Pada akhir masa vassa, ia menuntut bagian jubahnya di
vihara-vihara di mana ia meninggalkan barang-barang pribadinya. Kemudian ia
mengumpulkan semua barang-barangnya dalam sebuah kereta dan kembali ke vihara
lamanya. Dalam perjalanan ia bertemu dua bhikkhu muda yang sedang berdebat
perihal pembagian dua buah jubah dan sebuah selimut dari beludru yang ada pada
mereka. Karena mereka tidak memperoleh kesepakatan bersama, mereka bertanya
kepada Upananda bagaimana pemecahan masalah itu. Upananda memberi mereka
masing-masing sebuah jubah dan ia mengambil selimut beludru yang berharga
sebagai penggantinya.
Dua bhikkhu muda tersebut merasa tidak puas dengan keputusan
tersebut tetapi mereka tidak dapat berbuat apa-apa. Dengan perasaan tidak puas
dan murung, mereka menemui Sang Buddha dan memberitahukan kejadian tersebut.

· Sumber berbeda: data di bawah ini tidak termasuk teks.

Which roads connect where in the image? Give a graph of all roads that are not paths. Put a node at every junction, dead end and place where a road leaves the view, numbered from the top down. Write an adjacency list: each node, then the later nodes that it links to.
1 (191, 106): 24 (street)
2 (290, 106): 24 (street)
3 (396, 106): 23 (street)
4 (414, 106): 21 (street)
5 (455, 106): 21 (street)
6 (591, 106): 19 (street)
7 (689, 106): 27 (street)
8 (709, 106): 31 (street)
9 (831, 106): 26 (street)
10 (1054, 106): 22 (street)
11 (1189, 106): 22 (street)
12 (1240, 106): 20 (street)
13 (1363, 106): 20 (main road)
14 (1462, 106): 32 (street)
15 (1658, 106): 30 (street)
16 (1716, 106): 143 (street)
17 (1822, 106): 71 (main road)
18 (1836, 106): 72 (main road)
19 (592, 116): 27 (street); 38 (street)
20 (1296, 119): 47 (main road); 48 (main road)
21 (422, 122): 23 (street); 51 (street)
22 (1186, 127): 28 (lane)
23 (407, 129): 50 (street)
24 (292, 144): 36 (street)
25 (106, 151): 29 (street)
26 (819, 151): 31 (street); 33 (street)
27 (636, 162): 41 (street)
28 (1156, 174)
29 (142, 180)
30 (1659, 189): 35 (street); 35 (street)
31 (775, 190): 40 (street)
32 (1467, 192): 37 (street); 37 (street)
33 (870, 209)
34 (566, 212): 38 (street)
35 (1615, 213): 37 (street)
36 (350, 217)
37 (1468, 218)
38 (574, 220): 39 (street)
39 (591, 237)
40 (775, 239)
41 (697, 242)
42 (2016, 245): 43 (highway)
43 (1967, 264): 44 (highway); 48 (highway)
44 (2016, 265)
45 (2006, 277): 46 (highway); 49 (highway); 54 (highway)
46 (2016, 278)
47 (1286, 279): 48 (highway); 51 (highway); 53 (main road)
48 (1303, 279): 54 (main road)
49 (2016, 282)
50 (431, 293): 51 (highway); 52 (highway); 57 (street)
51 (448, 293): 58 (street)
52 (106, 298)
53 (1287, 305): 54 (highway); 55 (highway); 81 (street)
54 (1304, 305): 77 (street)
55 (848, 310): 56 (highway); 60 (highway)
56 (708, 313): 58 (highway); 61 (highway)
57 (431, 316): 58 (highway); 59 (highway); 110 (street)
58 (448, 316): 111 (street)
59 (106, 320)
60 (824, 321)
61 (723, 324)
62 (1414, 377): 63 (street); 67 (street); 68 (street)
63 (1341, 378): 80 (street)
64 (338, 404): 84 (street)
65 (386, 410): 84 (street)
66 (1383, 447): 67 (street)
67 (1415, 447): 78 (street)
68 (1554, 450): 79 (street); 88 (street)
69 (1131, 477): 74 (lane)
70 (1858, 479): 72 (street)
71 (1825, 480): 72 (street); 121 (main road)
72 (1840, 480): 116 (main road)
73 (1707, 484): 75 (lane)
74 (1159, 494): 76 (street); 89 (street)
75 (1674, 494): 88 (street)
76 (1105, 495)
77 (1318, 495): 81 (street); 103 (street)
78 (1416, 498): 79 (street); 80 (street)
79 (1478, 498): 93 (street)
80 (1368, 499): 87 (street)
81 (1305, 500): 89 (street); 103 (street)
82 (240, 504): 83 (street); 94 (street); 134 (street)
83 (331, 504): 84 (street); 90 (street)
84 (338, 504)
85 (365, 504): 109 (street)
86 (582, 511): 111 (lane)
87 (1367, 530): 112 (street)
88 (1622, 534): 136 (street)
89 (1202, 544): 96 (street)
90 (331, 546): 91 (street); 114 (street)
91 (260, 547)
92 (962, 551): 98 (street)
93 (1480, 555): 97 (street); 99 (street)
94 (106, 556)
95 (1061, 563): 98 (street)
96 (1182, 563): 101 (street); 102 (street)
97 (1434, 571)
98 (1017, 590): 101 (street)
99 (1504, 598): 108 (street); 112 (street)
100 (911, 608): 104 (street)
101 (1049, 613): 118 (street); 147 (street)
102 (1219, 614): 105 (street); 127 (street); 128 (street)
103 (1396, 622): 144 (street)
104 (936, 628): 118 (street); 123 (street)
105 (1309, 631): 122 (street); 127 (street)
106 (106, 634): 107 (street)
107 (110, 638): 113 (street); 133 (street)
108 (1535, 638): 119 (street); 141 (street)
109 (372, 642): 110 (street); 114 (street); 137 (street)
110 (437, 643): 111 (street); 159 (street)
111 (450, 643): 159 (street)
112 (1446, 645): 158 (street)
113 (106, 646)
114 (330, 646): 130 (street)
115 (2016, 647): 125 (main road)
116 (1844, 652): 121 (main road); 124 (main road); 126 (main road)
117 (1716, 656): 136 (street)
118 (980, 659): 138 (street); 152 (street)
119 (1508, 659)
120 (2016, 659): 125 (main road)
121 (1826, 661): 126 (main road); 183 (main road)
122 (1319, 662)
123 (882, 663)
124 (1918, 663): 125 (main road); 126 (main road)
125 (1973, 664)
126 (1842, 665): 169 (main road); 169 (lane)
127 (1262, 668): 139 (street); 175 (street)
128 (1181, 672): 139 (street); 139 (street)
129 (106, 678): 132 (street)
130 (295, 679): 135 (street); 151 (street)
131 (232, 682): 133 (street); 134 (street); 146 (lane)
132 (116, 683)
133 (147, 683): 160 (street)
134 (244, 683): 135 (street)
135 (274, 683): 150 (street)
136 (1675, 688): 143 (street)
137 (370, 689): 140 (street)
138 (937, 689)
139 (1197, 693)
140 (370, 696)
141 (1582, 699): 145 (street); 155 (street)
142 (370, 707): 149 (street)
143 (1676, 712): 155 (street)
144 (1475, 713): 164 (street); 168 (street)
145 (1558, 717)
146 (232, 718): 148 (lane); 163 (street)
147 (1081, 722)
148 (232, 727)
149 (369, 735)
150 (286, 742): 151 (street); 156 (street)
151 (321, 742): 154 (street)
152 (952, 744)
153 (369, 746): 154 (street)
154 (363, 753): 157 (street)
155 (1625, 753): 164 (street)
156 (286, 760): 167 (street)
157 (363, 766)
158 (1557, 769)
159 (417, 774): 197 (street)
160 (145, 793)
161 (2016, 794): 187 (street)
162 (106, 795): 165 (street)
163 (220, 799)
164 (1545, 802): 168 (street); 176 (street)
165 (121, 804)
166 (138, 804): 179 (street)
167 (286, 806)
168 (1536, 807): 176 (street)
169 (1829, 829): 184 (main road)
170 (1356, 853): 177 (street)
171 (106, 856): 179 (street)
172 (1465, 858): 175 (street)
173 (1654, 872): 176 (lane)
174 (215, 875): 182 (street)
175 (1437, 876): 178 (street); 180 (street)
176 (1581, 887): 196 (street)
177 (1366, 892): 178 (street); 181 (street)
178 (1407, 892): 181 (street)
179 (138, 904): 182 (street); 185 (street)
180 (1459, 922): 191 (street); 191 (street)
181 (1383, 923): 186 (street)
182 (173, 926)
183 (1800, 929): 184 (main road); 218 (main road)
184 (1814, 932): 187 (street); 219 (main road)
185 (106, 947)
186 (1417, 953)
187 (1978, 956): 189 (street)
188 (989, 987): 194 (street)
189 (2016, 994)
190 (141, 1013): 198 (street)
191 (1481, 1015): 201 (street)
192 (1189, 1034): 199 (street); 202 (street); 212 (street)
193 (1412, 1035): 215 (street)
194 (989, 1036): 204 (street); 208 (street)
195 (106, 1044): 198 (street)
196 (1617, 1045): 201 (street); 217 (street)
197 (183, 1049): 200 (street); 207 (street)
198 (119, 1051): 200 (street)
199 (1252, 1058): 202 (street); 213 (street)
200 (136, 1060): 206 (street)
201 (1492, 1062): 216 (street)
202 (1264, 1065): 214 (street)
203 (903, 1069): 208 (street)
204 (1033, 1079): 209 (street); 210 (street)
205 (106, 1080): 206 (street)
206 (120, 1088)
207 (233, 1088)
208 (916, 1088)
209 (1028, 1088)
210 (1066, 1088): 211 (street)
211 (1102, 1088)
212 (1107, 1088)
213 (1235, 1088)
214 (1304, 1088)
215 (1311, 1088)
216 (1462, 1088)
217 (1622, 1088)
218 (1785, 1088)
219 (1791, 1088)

Kepada mereka Sang Buddha berkata, ”Seseorang yang mengajar orang lain,
seharusnya mengajar dirinya sendiri terlebih dahulu dan berkelakuan sebagaimana
yang ia ajarkan.”
Kemudian Sang Buddha membabarkan syair 158 berikut:
Hendaknya orang
terlebih dahulu mengembangkan diri sendiri dalam hal-hal yang patut, dan
selanjutnya melatih orang lain. Orang bijaksana yang berbuat demikian tak akan
dicela.
Dua bhikkhu muda tersebut mencapai tingkat kesucian
sotapatti setelah khotbah Dhamma itu berakhir.